Records to process ::
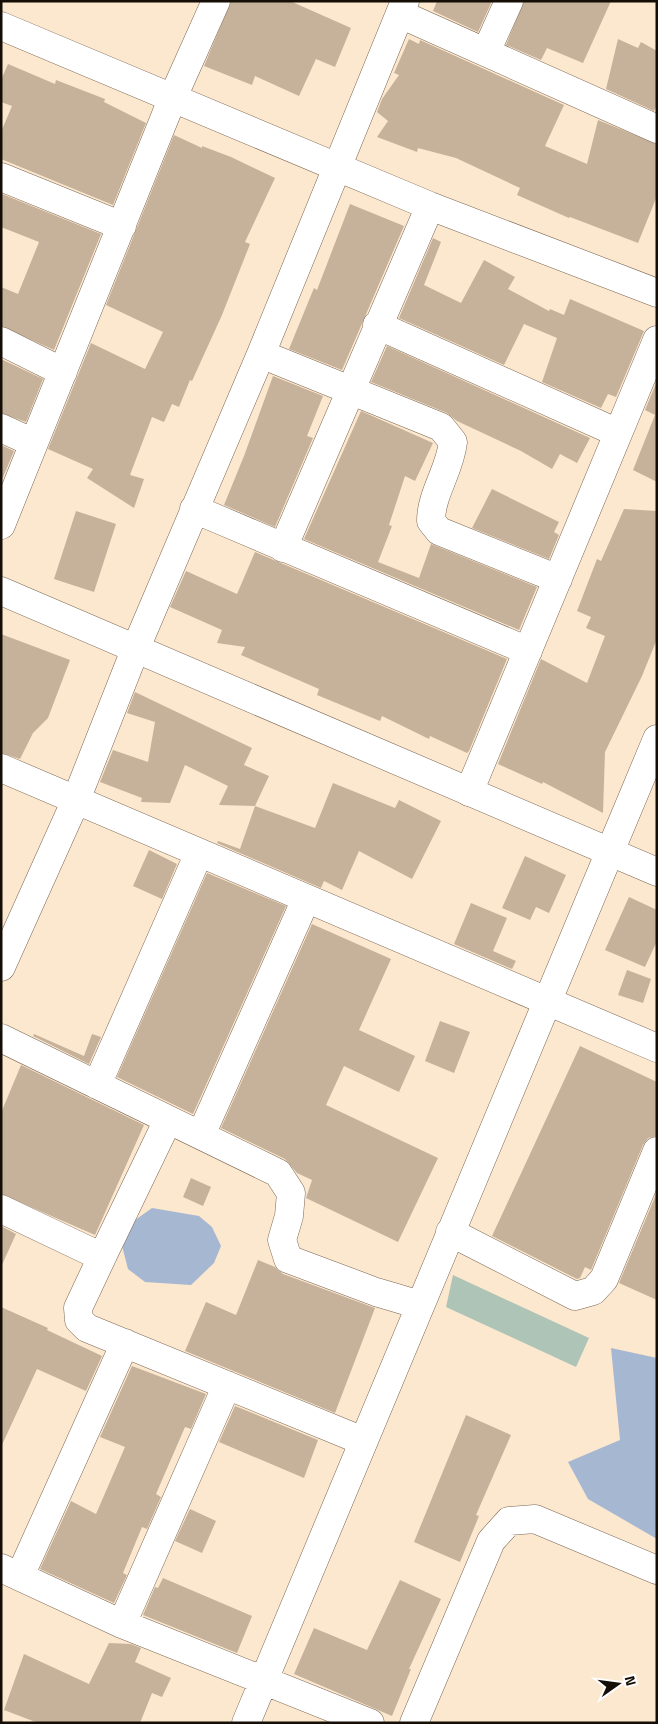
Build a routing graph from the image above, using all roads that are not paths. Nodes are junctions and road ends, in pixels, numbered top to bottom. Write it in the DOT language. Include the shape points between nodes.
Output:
graph roads {
  1 [pos="216,1"];
  2 [pos="509,1"];
  3 [pos="403,8"];
  4 [pos="1,26"];
  5 [pos="486,52"];
  6 [pos="173,97"];
  7 [pos="657,129"];
  8 [pos="337,166"];
  9 [pos="1,177"];
  10 [pos="430,206"];
  11 [pos="122,226"];
  12 [pos="657,293"];
  13 [pos="377,325"];
  14 [pos="657,340"];
  15 [pos="1,341"];
  16 [pos="261,354"];
  17 [pos="63,372"];
  18 [pos="350,390"];
  19 [pos="1,428"];
  20 [pos="618,433"];
  21 [pos="34,443"];
  22 [pos="194,509"];
  23 [pos="1,525"];
  24 [pos="283,548"];
  25 [pos="558,579"];
  26 [pos="1,592"];
  27 [pos="135,650"];
  28 [pos="528,651"];
  29 [pos="657,739"];
  30 [pos="1,768"];
  31 [pos="469,792"];
  32 [pos="76,800"];
  33 [pos="609,852"];
  34 [pos="199,853"];
  35 [pos="657,872"];
  36 [pos="306,899"];
  37 [pos="1,967"];
  38 [pos="547,1002"];
  39 [pos="1,1038"];
  40 [pos="657,1048"];
  41 [pos="97,1085"];
  42 [pos="168,1120"];
  43 [pos="200,1135"];
  44 [pos="657,1151"];
  45 [pos="1,1208"];
  46 [pos="450,1232"];
  47 [pos="102,1257"];
  48 [pos="420,1305"];
  49 [pos="125,1343"];
  50 [pos="227,1385"];
  51 [pos="363,1441"];
  52 [pos="657,1570"];
  53 [pos="10,1572"];
  54 [pos="122,1624"];
  55 [pos="264,1679"];
  56 [pos="246,1723"];
  57 [pos="370,1723"];
  58 [pos="414,1723"];
  1 -- 6 [label="street"];
  2 -- 5 [label="street"];
  3 -- 5 [label="street"];
  3 -- 8 [label="street"];
  4 -- 6 [label="street"];
  5 -- 7 [label="street"];
  6 -- 8 [label="street"];
  6 -- 11 [label="street"];
  8 -- 10 [label="street"];
  8 -- 16 [label="street"];
  9 -- 11 [label="street"];
  10 -- 12 [label="street"];
  10 -- 13 [label="street"];
  11 -- 17 [label="street"];
  13 -- 18 [label="street"];
  13 -- 20 [label="street"];
  14 -- 20 [label="street"];
  15 -- 17 [label="street"];
  16 -- 18 [label="street"];
  16 -- 22 [label="street"];
  17 -- 21 [label="street"];
  18 -- 24 [label="street"];
  18 -- 25 [label="street" via="441,427 453,442 431,510 431,521 439,531"];
  19 -- 21 [label="street"];
  20 -- 25 [label="street"];
  21 -- 23 [label="street"];
  22 -- 24 [label="street"];
  22 -- 27 [label="street"];
  24 -- 28 [label="street"];
  25 -- 28 [label="street"];
  26 -- 27 [label="street"];
  27 -- 31 [label="street"];
  27 -- 32 [label="street"];
  28 -- 31 [label="street"];
  29 -- 33 [label="street"];
  30 -- 32 [label="street"];
  31 -- 33 [label="street"];
  32 -- 34 [label="street"];
  32 -- 37 [label="street"];
  33 -- 35 [label="street"];
  33 -- 38 [label="street"];
  34 -- 36 [label="street"];
  34 -- 41 [label="street"];
  36 -- 38 [label="street"];
  36 -- 43 [label="street"];
  38 -- 40 [label="street"];
  38 -- 46 [label="street"];
  39 -- 41 [label="street"];
  41 -- 42 [label="street"];
  42 -- 43 [label="street"];
  42 -- 47 [label="street"];
  43 -- 48 [label="street" via="278,1173 291,1193 282,1240 288,1259"];
  44 -- 46 [label="street" via="604,1279 593,1291 574,1296"];
  45 -- 47 [label="street"];
  46 -- 48 [label="street"];
  47 -- 49 [label="street" via="78,1308 79,1320 87,1328"];
  48 -- 51 [label="street"];
  49 -- 50 [label="street"];
  49 -- 53 [label="street"];
  50 -- 51 [label="street"];
  50 -- 54 [label="street"];
  51 -- 55 [label="street"];
  52 -- 58 [label="street" via="534,1519 509,1521 492,1542"];
  53 -- 54 [label="street"];
  54 -- 55 [label="street"];
  55 -- 56 [label="street"];
  55 -- 57 [label="street"];
}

Prompt :: Report the lines above that have the word "graph" in them.

Task response ::
Build a routing graph from the image above, using all roads that are not paths. Nodes are junctions and road ends, in pixels, numbered top to bottom. Write it in the DOT language. Include the shape points between nodes.
graph roads {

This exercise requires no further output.